Not only does this story explain how the humans got fire and how the world had been exposed to things such as famine and sorrow, but it shows how much of an impact that the Greeks believed that gods had. Zeus’s authority was relentless, being driven by anger and revenge, causing the Greeks to “learn from their lessons” and never attempt anything like it again. Along with the speculation and coexistence of gods amongst each other and also with humans, success and failures in wars were associated with their satisfaction or disapproval.. Even the outcomes of war, although fought by two opposing human sides for different reasons, were still in the hands of the gods and which side the gods chose to be on. This is mainly exhibited with the myth of the Trojan War, famously written about in Homer’s Iliad. The story follows along as the beginning started with quarrels and prophecies and ending with the war in which is thought to define one of the most division for the humans and for the Gods supporting either the Trojans or the Greeks. The rituals practiced by the Greeks in myths to be successful in wars also played a large role because it was decisive in who would win before any bloodshed even occurred. Functioned as sacrifices, two girls gave up their lives due to a Thebes versus Orchomenos war for the triumph of Thebes to win. This was brought on by request of an oracle, predicting that sacrifices were needed if Thebes wish to succeed in their conquest.

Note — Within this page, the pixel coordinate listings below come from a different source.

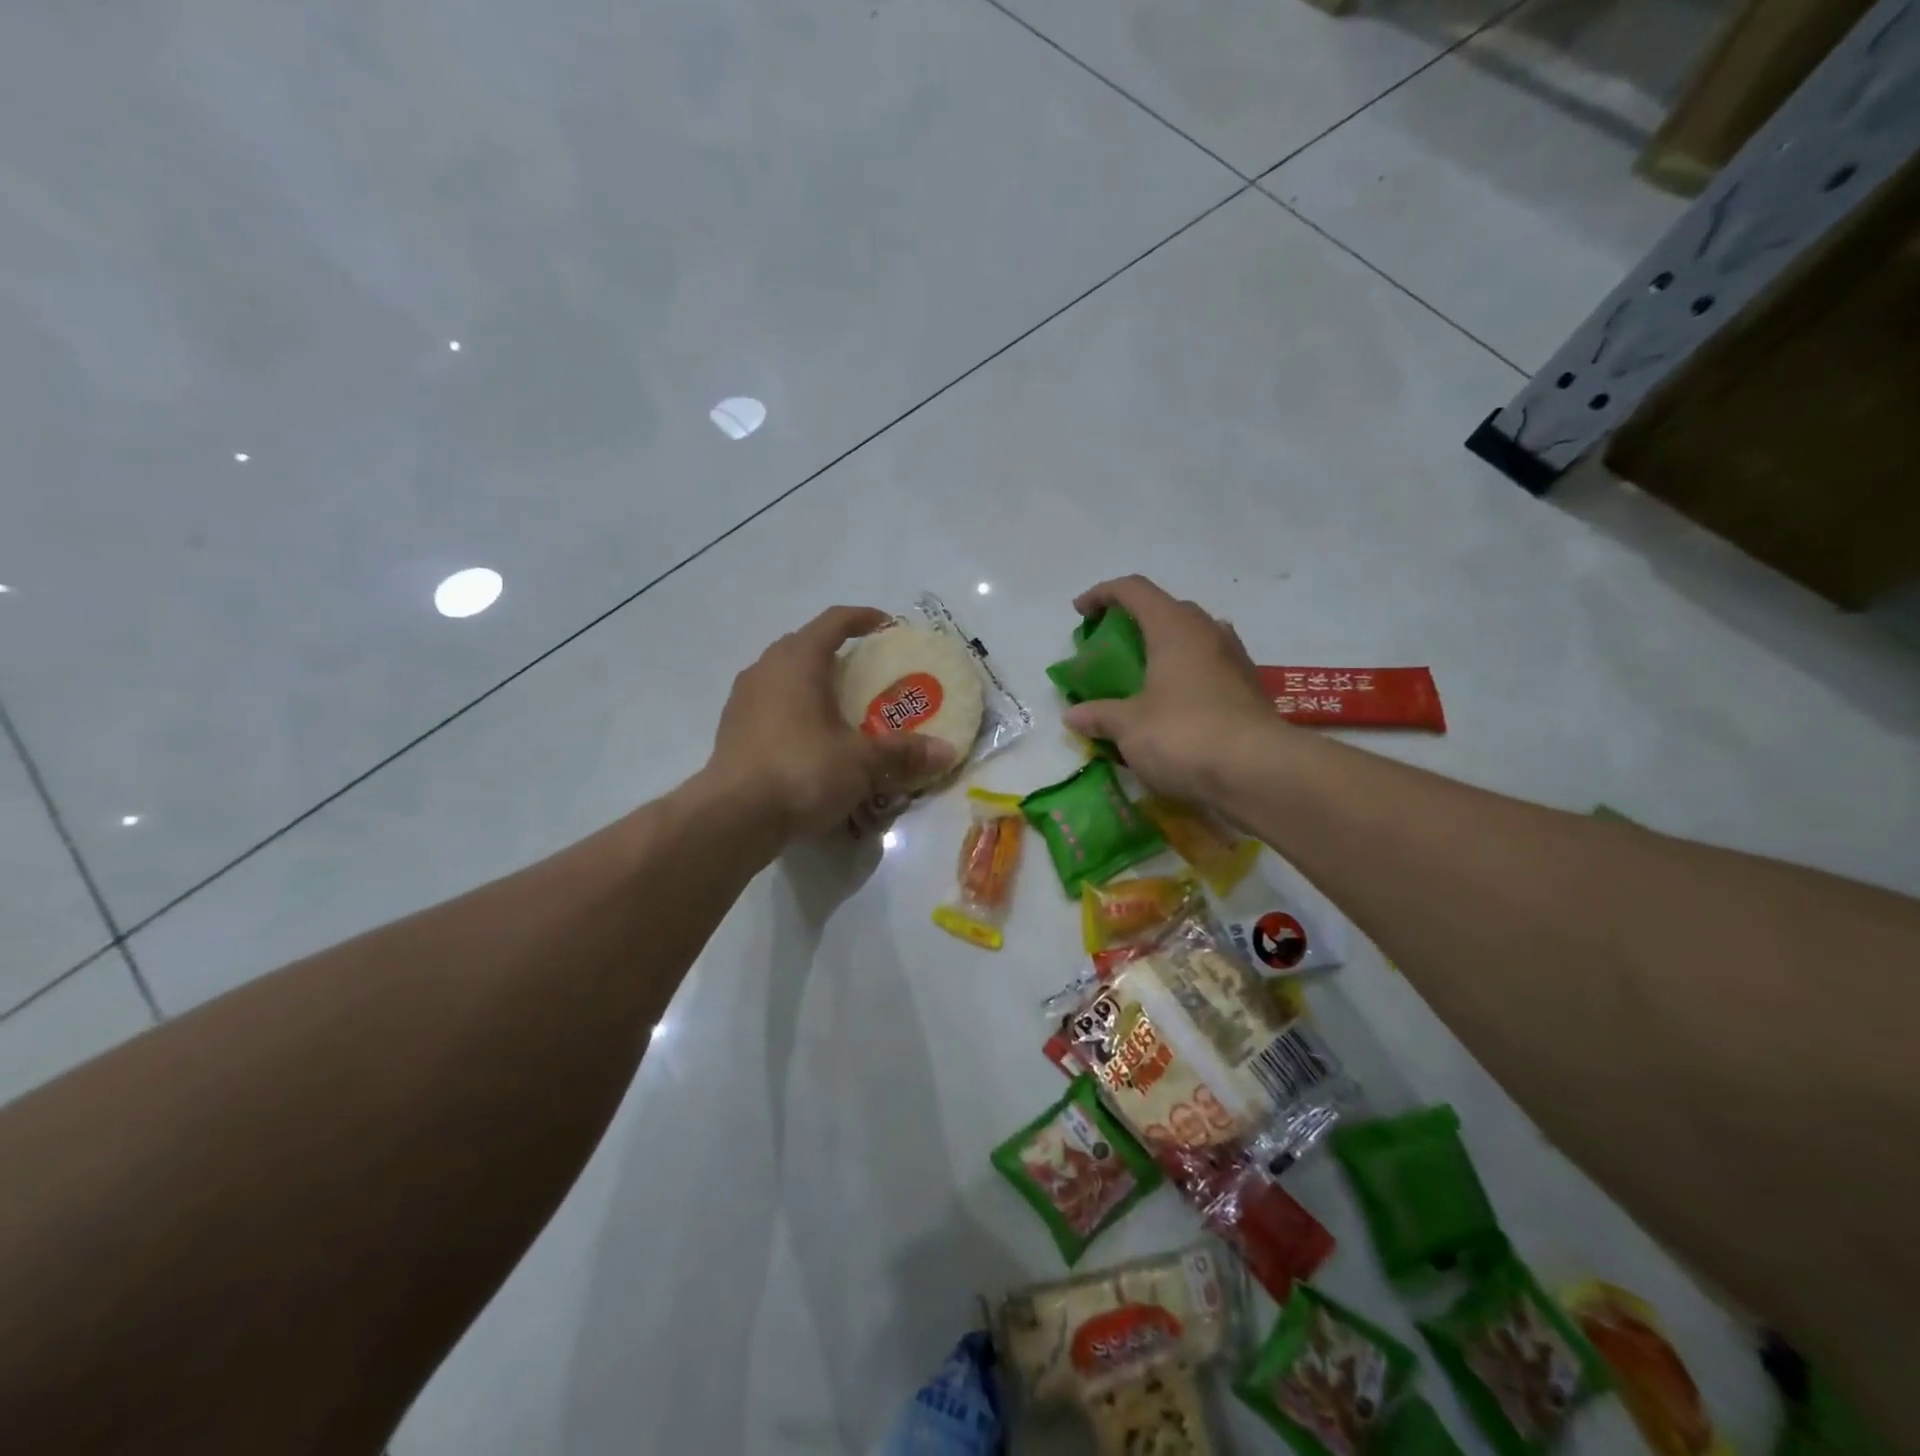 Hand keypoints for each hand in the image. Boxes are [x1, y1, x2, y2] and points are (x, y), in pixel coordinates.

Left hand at [709, 606, 956, 841]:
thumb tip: (946, 752)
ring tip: (842, 708)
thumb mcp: (861, 762)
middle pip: (806, 646)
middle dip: (838, 654)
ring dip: (814, 684)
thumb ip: (903, 753)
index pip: (834, 622)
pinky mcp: (732, 730)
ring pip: (785, 677)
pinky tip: (812, 741)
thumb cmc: (802, 771)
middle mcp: (765, 670)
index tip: (887, 626)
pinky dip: (796, 712)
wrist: (733, 818)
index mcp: (797, 661)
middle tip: (869, 674)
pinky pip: (771, 706)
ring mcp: (743, 700)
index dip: (863, 618)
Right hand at [1061, 576, 1279, 808]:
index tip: (1080, 612)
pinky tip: (1174, 706)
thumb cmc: (1184, 735)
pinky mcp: (1249, 689)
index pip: (1134, 590)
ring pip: (1193, 638)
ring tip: (1143, 677)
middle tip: (1112, 649)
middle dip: (1135, 622)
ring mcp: (1234, 659)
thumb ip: (1099, 716)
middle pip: (1167, 610)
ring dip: (1165, 649)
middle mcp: (1208, 632)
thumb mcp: (1129, 728)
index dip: (1102, 594)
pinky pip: (1209, 668)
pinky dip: (1186, 676)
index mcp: (1174, 628)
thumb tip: (1073, 715)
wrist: (1259, 772) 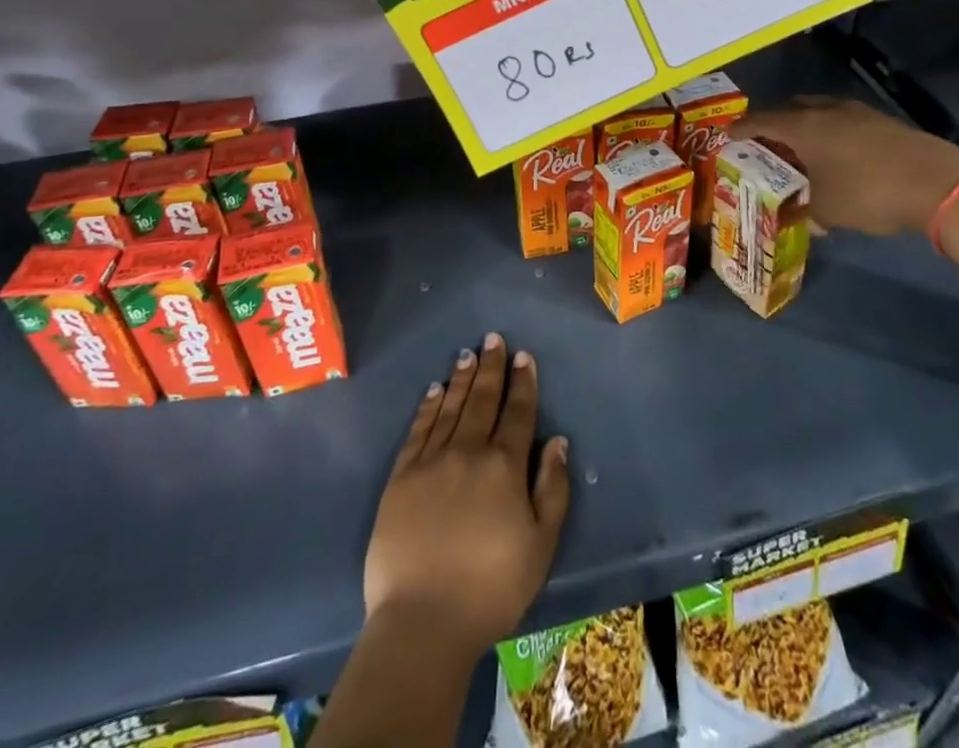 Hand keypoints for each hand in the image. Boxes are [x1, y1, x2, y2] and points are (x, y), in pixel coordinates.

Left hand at [364, 333, 571, 659]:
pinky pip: (418, 429)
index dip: (523, 382)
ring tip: (467, 354)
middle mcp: (468, 451)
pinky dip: (428, 406)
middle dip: (491, 367)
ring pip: (450, 407)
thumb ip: (552, 489)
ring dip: (461, 378)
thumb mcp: (540, 545)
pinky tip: (434, 389)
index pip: (517, 412)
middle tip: (493, 339)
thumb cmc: (491, 588)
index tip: (523, 356)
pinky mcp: (401, 476)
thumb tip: (557, 440)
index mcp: (504, 466)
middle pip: (482, 400)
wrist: (423, 620)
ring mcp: (431, 460)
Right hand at [735, 96, 958, 236]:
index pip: (761, 121)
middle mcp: (825, 110)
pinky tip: (836, 152)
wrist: (938, 183)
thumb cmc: (869, 193)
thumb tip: (801, 216)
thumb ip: (805, 210)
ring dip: (804, 124)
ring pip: (818, 111)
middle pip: (789, 108)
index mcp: (803, 126)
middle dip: (773, 122)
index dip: (741, 128)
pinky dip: (829, 130)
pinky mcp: (882, 121)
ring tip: (799, 146)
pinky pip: (841, 119)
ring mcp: (857, 112)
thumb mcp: (828, 210)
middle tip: (763, 141)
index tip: (727, 135) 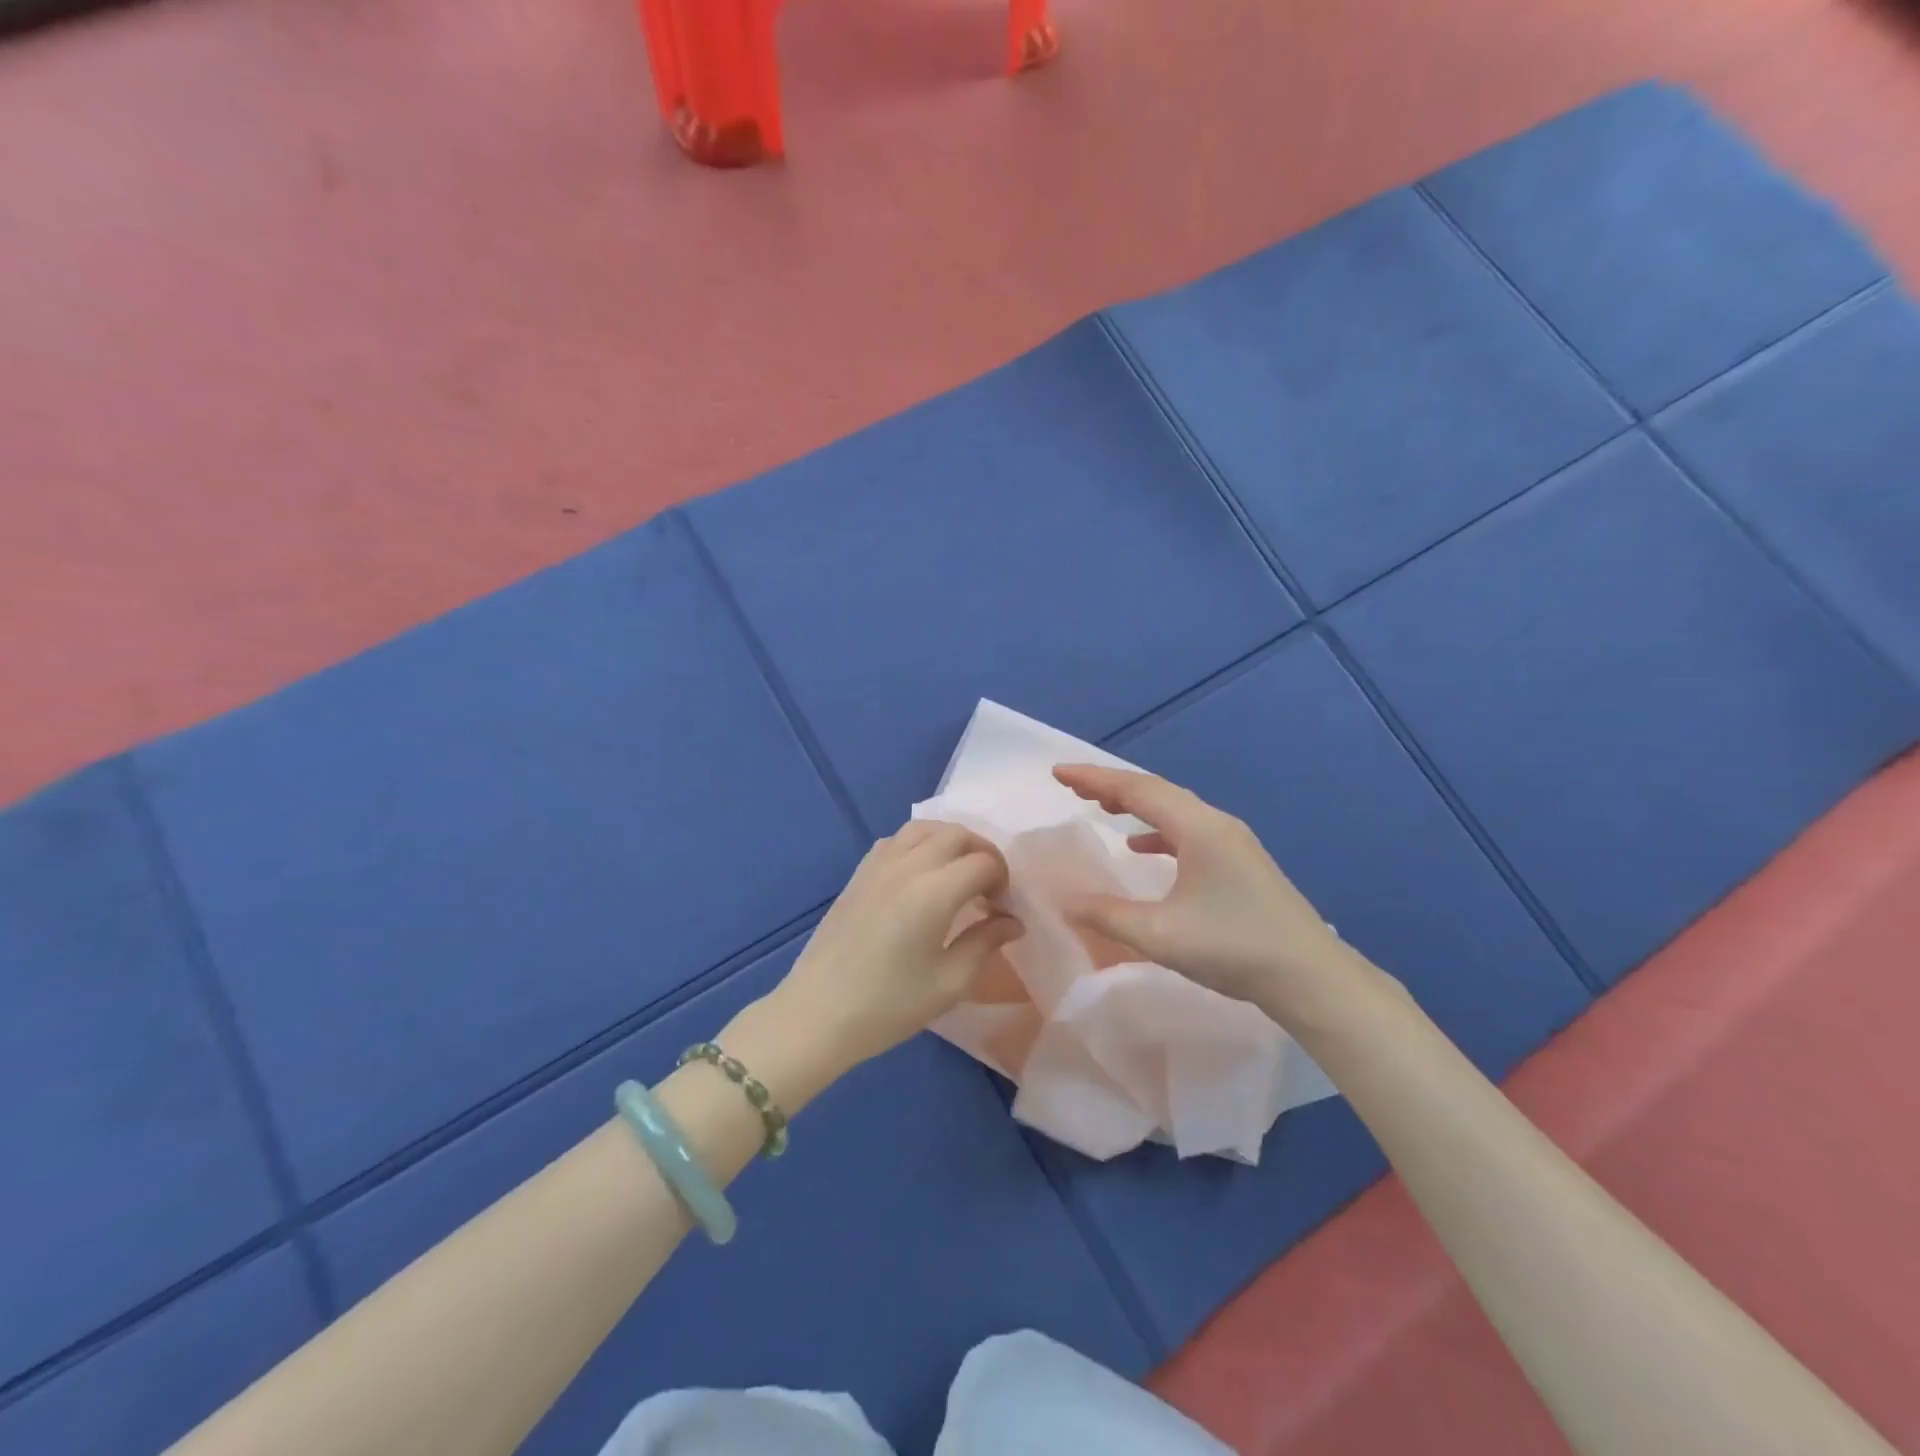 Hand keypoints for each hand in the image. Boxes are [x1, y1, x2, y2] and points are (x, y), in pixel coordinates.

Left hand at [770, 821, 1021, 1073]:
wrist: (819, 1012)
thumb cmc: (889, 1004)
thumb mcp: (950, 982)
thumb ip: (986, 943)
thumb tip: (1012, 921)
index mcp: (934, 891)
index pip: (983, 863)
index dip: (1002, 882)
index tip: (1002, 912)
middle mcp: (907, 865)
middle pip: (957, 834)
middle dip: (982, 854)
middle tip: (988, 889)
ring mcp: (878, 864)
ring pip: (924, 828)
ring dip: (950, 841)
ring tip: (958, 874)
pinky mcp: (859, 872)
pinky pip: (896, 839)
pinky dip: (919, 844)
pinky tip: (921, 875)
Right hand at [1052, 763, 1362, 1022]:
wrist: (1310, 977)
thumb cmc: (1233, 947)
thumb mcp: (1160, 934)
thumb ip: (1107, 914)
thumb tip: (1065, 902)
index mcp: (1198, 828)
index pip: (1137, 789)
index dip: (1094, 778)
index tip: (1058, 772)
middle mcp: (1216, 823)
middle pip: (1156, 791)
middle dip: (1111, 786)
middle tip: (1072, 786)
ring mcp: (1233, 842)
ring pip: (1174, 810)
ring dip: (1135, 805)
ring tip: (1102, 808)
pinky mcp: (1240, 862)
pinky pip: (1188, 831)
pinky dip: (1158, 831)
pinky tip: (1142, 848)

Furthermore, the role of the oracle was one of the most prevalent aspects of the Greek religion. Perhaps the most famous one was the Oracle of Delphi, at a major temple dedicated to Apollo. Written in about twenty pieces from various authors, the oracle “predicted and stated” over five hundred things in several anecdotes, with the most famous one being “Go, return not die in war.” Depending on the wording, the statement was ambiguous and the oracle continued to aid those who were searching for answers up until the Classical Period of Greece. People’s dependence on the oracle justifies once again how the Gods had a role in basically every part of their lives. Without the guidance and authority of the gods, the ancient civilization would be drastically changed and have a disparity from what is known about it today. As Herodotus simply said:“The Greeks lived with gods in the world, and the gods were believed to interpose constantly in the course of events,” accurately depicted what religion was like during the Dark Ages into the Archaic era for the Greeks. Although perhaps not a necessity for some in today’s world, religion was a keystone in organizing and upholding civilizations of the past. Several things, including natural processes, communication and human thought, as well as conquests of war were all believed to be affected by the Olympians and mythological creatures in the ancient Greek religion. These beliefs, in turn, allowed for certain ideas, actions, and even certain material objects to play a significant role in the Greek culture and society that is so well known today.